# [What is being asked]
Each record below must be returned exactly as shown.

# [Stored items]
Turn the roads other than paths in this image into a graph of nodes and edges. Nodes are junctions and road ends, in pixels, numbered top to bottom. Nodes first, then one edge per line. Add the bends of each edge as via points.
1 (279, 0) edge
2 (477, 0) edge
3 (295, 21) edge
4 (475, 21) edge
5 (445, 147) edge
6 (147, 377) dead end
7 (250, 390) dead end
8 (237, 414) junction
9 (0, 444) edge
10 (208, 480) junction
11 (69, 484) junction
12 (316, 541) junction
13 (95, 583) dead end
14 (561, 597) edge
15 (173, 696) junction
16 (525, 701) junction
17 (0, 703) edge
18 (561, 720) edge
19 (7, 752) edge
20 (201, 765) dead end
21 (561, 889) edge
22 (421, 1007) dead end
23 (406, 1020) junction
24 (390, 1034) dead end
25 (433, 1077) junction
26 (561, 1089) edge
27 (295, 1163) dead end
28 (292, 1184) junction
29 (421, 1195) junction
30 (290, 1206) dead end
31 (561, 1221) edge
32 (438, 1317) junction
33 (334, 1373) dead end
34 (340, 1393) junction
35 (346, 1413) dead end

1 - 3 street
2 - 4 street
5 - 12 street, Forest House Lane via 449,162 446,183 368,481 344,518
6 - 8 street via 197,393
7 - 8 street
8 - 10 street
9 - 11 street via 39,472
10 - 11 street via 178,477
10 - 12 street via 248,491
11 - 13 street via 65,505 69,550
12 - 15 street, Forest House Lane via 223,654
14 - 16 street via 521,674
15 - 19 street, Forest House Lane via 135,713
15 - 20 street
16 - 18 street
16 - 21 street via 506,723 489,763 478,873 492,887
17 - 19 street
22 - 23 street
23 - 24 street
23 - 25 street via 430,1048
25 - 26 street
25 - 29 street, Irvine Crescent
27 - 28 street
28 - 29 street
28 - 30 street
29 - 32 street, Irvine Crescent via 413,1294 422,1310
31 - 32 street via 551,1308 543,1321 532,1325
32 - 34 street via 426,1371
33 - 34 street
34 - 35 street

# [Your response]
Turn the roads other than paths in this image into a graph of nodes and edges. Nodes are junctions and road ends, in pixels, numbered top to bottom. Nodes first, then one edge per line. Add the bends of each edge as via points.
1 (279, 0) edge
2 (477, 0) edge
3 (295, 21) edge
4 (475, 21) edge
5 (445, 147) edge
6 (147, 377) dead end
7 (250, 390) dead end
8 (237, 414) junction
9 (0, 444) edge
10 (208, 480) junction
11 (69, 484) junction
12 (316, 541) junction
13 (95, 583) dead end
14 (561, 597) edge
15 (173, 696) junction
16 (525, 701) junction
17 (0, 703) edge
18 (561, 720) edge
19 (7, 752) edge
20 (201, 765) dead end
21 (561, 889) edge
22 (421, 1007) dead end
23 (406, 1020) junction
24 (390, 1034) dead end
25 (433, 1077) junction
26 (561, 1089) edge
27 (295, 1163) dead end
28 (292, 1184) junction
29 (421, 1195) junction
30 (290, 1206) dead end
31 (561, 1221) edge
32 (438, 1317) junction
33 (334, 1373) dead end
34 (340, 1393) junction
35 (346, 1413) dead end

1 - 3 street
2 - 4 street
5 - 12 street, Forest House Lane via 449,162 446,183 368,481 344,518
6 - 8 street via 197,393
7 - 8 street
8 - 10 street
9 - 11 street via 39,472
10 - 11 street via 178,477
10 - 12 street via 248,491
11 - 13 street via 65,505 69,550
12 - 15 street, Forest House Lane via 223,654
14 - 16 street via 521,674
15 - 19 street, Forest House Lane via 135,713
15 - 20 street
16 - 18 street
16 - 21 street via 506,723 489,763 478,873 492,887
17 - 19 street
22 - 23 street
23 - 24 street
23 - 25 street via 430,1048
25 - 26 street
25 - 29 street, Irvine Crescent
27 - 28 street
28 - 29 street
28 - 30 street
29 - 32 street, Irvine Crescent via 413,1294 422,1310
31 - 32 street via 551,1308 543,1321 532,1325
32 - 34 street via 426,1371
33 - 34 street
34 - 35 street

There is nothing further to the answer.